January 17, 2005
OP-ED COLUMNIST
Out of the Darkness
By
BOB HERBERT
Atlanta - You could get dizzy thinking about the history that has passed in
and out of Ebenezer Baptist Church, which was the spiritual home (and
primary
safe house) of Dr. Martin Luther King Jr. and the civil rights movement of
the 1950's and 60's. There's now a spiffy new church right across the
street,
but the memories of the battles fought and the freedom gained in that
tumultuous period live on in the old building, with its narrow stairways and
creaking
floors, and the basement where so many strategy sessions were held.
On Friday night I had the privilege of joining the actors Martin Sheen, Lynn
Redgrave, Alfre Woodard, Sean Penn, Woody Harrelson and others in a reading
at the old church of Ariel Dorfman's play "Speak Truth to Power: Voices From
Beyond the Dark," which is based on the book "Speak Truth to Power," by
Kerry
Kennedy and the photographer Eddie Adams. The occasion marked the 76th
anniversary of Dr. King's birth (he was only 39 when he was killed) and the
40th
anniversary of his acceptance of the Nobel Peace Prize. Among those in the
audience was Dr. King's widow, Coretta.
"Speak Truth to Power" is about the emergence of courage and moral
leadership in those bleak periods when free expression, religious liberty,
human rights
and even our very humanity are threatened by destructive forces that range
from indifference to murderous brutality. The leadership often comes from
unexpected
sources, like Bobby Muller, an American Marine lieutenant whose spinal cord
was severed when he was shot in the back in Vietnam. He became a champion of
veterans' rights and years later, as a co-founder of the Campaign to Ban
Land Mines, shared the Nobel Peace Prize.
Mr. Muller, in a wheelchair, was also in the audience at Ebenezer on Friday
night .
"Courage begins with one voice," said Oscar Arias Sanchez, the former
president of Costa Rica, who won the Nobel Prize in 1987 for developing a
Central
American peace plan.
Both the play and the book are made up of passages from interviews of men
and women who, in a wide variety of ways, defended human rights in countries
that
span the globe. Dianna Ortiz is an Ursuline nun from New Mexico who went to
Guatemala in the 1980's as a missionary. She was abducted, gang raped and
tortured
by government agents. She said one of the men overseeing the torture
appeared to be American. At one point she was lowered into a pit filled with
the bodies
of men, women and children who had been murdered.
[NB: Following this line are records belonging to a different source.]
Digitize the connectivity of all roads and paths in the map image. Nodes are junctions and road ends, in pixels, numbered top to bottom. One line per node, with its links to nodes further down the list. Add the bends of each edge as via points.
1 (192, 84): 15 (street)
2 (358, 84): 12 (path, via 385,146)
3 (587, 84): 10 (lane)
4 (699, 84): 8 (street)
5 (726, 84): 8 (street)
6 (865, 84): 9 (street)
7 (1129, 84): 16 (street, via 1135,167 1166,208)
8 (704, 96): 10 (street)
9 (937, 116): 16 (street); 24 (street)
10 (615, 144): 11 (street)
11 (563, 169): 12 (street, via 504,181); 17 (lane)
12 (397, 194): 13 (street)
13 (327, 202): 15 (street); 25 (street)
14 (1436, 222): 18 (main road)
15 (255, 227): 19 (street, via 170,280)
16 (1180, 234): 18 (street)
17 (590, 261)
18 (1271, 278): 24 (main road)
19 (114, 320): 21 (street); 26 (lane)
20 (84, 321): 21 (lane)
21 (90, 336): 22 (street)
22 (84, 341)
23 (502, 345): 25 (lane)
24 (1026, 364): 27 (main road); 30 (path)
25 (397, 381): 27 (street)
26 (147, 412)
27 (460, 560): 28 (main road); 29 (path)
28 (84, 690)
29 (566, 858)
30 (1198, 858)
"To this day," said Sister Ortiz, "I can smell the decomposing of bodies
disposed of in an open pit. I can hear the piercing screams of other people
being
tortured."
In a short introduction to Sister Ortiz's interview in the book, Ms. Kennedy
wrote:
"Ortiz's ordeal did not end with her escape. Her torment continued as she
sought answers from the U.S. government about the identity of her torturers
in
her unrelenting quest for justice. Ortiz's raw honesty and capacity to
articulate the agony she suffered compelled the United States to declassify
long-secret
files on Guatemala, and shed light on some of the darkest moments of
Guatemalan history and American foreign policy."
Sister Ortiz now runs a center for survivors of torture.
The most hopeful thing to be drawn from Mr. Dorfman's play and Ms. Kennedy's
book is that effective leadership can come from anywhere, at any time. From
my perspective, this is a dark moment in American history. The Treasury has
been raided and the loot is being turned over by the trainload to those who
are already the richest citizens in the land. We've launched a hideous war
for no good reason in Iraq. And we're about to elevate to the highest law
enforcement
position in the land a man who helped choreograph the American effort to
evade the international prohibitions against torture.
Never since his assassination in 1968 have I felt the absence of Martin
Luther King more acutely. Where are today's voices of moral outrage? Where
is the
leadership willing to stand up and say: Enough! We've sullied ourselves
enough.
I'm convinced, without being able to prove it, that those voices will
emerge. There was a time when no one had heard of Dr. King. Or Oscar Arias
Sanchez.
Or Martin O'Brien, who founded the foremost human rights organization in
Northern Ireland, and who tells us: "The worst thing is apathy - to sit idly
by
in the face of injustice and to do nothing about it."